István Kausz

Personal information
- Born: 18 August 1932 Budapest, Hungary
- Died: 3 June 2020 (aged 87) Budapest, Hungary

Sport
- Sport: Fencing

Medal record
Representing Hungary
Olympic Games
| Gold medal – first place | 1964 Tokyo | Team épée |
World Championships
| Gold medal – first place | 1959 Budapest | Team épée |
| Gold medal – first place | 1962 Buenos Aires | Individual épée |
| Silver medal – second place | 1957 Paris | Team épée |
| Silver medal – second place | 1958 Philadelphia | Team épée |
| Bronze medal – third place | 1963 Gdansk | Team épée |
Summer Universiade
| Gold medal – first place | 1959 Turin | Individual épée |
| Bronze medal – third place | 1959 Turin | Team épée |

= István Kausz =

Hungarian fencer (1932–2020)

István Kausz (18 August 1932 - 3 June 2020) was a Hungarian fencer. He won a gold medal in the team épée event at the 1964 Summer Olympics.

Born in Budapest, Kausz competed for Budapest Vasas Sports Club before moving to Budapest Progress and then finally moving to OSC in 1957 until 1970 when he retired. Kausz started out as a modern pentathlete, he would later just concentrate on the Épée form of fencing.

Kausz was part of the Hungarian team that won the épée team gold at the 1959 World Fencing Championships, which was held in his home city of Budapest, the following year he competed in the 1960 Summer Olympics. In the individual épée event, Kausz managed to get through three rounds before finishing last in his semi-final group, in the team épée, the team reached the semi-finals before losing to Great Britain and then lost to the Soviet Union team in the contest for the bronze medal.

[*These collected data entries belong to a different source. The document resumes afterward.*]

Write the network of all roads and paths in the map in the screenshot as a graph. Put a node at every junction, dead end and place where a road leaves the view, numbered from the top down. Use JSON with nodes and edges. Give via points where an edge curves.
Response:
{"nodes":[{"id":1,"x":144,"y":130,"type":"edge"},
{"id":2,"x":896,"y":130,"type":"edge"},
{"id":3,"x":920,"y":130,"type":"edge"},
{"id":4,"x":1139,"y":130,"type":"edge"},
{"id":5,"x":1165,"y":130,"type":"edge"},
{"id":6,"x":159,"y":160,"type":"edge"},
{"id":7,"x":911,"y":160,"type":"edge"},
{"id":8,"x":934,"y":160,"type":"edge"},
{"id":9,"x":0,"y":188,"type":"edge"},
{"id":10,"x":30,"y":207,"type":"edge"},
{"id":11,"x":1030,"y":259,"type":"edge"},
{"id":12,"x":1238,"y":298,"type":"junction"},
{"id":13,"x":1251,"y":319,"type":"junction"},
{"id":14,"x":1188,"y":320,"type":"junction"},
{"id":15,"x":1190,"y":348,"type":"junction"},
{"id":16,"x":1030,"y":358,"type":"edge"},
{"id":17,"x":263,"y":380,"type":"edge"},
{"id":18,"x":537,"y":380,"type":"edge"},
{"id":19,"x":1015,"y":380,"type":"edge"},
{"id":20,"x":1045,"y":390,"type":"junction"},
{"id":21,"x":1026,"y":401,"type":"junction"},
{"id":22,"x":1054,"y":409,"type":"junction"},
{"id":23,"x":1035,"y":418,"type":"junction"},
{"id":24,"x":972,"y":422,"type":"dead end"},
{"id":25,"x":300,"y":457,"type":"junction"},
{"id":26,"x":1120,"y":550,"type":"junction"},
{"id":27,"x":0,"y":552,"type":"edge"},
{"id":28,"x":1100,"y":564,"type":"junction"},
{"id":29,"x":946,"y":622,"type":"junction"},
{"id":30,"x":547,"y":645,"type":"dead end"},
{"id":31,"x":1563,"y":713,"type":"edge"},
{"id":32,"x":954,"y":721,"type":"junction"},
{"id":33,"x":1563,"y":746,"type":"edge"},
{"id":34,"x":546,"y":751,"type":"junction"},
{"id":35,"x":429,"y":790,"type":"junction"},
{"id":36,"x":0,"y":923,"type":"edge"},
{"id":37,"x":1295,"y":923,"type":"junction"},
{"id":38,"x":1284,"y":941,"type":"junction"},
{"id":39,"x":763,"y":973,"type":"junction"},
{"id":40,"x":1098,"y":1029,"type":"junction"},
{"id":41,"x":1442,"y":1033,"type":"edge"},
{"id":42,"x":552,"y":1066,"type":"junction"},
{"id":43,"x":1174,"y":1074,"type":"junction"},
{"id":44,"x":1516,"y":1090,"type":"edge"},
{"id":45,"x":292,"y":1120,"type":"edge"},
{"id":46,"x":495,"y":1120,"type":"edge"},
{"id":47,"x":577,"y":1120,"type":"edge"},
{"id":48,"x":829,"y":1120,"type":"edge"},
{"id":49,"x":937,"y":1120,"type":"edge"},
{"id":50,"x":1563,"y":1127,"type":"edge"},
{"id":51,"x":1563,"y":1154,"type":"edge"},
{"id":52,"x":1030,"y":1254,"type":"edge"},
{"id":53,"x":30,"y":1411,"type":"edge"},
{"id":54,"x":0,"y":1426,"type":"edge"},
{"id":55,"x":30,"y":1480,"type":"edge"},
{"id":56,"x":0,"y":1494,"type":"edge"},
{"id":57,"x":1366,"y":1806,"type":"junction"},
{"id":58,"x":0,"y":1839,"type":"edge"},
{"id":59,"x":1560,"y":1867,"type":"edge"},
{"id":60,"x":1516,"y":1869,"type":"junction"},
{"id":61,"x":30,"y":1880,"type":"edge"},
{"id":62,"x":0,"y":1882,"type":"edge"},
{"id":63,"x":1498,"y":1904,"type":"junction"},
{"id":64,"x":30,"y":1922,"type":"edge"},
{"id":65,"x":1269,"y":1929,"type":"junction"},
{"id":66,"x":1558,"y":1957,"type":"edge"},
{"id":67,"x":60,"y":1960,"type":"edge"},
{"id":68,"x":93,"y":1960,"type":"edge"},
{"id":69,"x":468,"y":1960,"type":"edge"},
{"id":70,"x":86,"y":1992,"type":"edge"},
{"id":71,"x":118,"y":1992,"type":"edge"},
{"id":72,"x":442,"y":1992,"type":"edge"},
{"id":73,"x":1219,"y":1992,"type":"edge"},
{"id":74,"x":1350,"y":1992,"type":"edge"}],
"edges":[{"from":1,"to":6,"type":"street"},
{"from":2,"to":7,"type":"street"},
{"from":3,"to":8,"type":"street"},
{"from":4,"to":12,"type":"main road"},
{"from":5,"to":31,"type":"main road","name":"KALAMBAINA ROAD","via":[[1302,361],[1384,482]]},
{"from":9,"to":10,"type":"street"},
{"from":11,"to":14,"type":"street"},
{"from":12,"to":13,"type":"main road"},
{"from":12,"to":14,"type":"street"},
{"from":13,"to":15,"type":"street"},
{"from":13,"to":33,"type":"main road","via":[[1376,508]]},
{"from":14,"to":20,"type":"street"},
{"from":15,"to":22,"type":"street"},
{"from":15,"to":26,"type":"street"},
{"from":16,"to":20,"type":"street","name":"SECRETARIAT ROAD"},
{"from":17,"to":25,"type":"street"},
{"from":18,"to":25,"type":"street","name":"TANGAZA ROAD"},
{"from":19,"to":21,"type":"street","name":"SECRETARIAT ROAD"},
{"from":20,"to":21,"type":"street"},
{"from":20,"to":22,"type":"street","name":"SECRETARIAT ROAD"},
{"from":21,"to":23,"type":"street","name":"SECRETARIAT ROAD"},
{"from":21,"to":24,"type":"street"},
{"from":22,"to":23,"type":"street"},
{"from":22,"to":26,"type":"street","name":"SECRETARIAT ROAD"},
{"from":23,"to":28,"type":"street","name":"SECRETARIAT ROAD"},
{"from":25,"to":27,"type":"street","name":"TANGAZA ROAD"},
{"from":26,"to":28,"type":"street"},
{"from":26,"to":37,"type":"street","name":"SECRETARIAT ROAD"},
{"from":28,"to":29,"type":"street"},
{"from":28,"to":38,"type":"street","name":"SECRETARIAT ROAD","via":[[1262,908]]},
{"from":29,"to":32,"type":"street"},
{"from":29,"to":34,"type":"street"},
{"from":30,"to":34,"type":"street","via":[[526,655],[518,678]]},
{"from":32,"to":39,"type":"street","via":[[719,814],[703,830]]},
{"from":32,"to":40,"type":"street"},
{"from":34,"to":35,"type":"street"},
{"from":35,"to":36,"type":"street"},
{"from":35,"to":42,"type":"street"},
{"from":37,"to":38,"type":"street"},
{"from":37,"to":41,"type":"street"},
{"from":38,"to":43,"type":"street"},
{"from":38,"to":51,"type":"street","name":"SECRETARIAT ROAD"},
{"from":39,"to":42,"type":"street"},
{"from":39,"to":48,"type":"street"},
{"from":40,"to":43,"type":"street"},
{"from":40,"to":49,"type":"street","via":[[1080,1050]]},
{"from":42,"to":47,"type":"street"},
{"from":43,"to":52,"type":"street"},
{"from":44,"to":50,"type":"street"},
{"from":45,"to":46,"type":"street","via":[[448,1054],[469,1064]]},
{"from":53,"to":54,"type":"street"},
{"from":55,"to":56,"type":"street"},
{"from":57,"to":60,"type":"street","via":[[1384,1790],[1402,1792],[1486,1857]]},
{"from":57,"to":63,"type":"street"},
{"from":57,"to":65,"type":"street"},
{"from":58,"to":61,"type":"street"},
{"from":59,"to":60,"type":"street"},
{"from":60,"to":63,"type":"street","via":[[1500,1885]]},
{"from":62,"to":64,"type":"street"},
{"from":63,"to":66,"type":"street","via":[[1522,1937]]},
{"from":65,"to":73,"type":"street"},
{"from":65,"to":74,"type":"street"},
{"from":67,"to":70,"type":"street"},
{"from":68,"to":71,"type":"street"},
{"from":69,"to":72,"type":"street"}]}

In between his Olympic appearances, Kausz won the individual gold medal at the 1962 World Fencing Championships.

At the 1964 Summer Olympics, Kausz only managed to reach the second round in the individual épée, but in the team épée, with fellow countrymen, Győző Kulcsár, Zoltán Nemere, Tamás Gábor and Árpád Bárány, went all the way to the final and beat the Italian team to win the gold medal.

During his sporting years Kausz also managed to earn a degree in medicine and would later become a doctor for the Hungarian swimming team, and was part of the Hungarian Olympic medical team for six summer Olympics.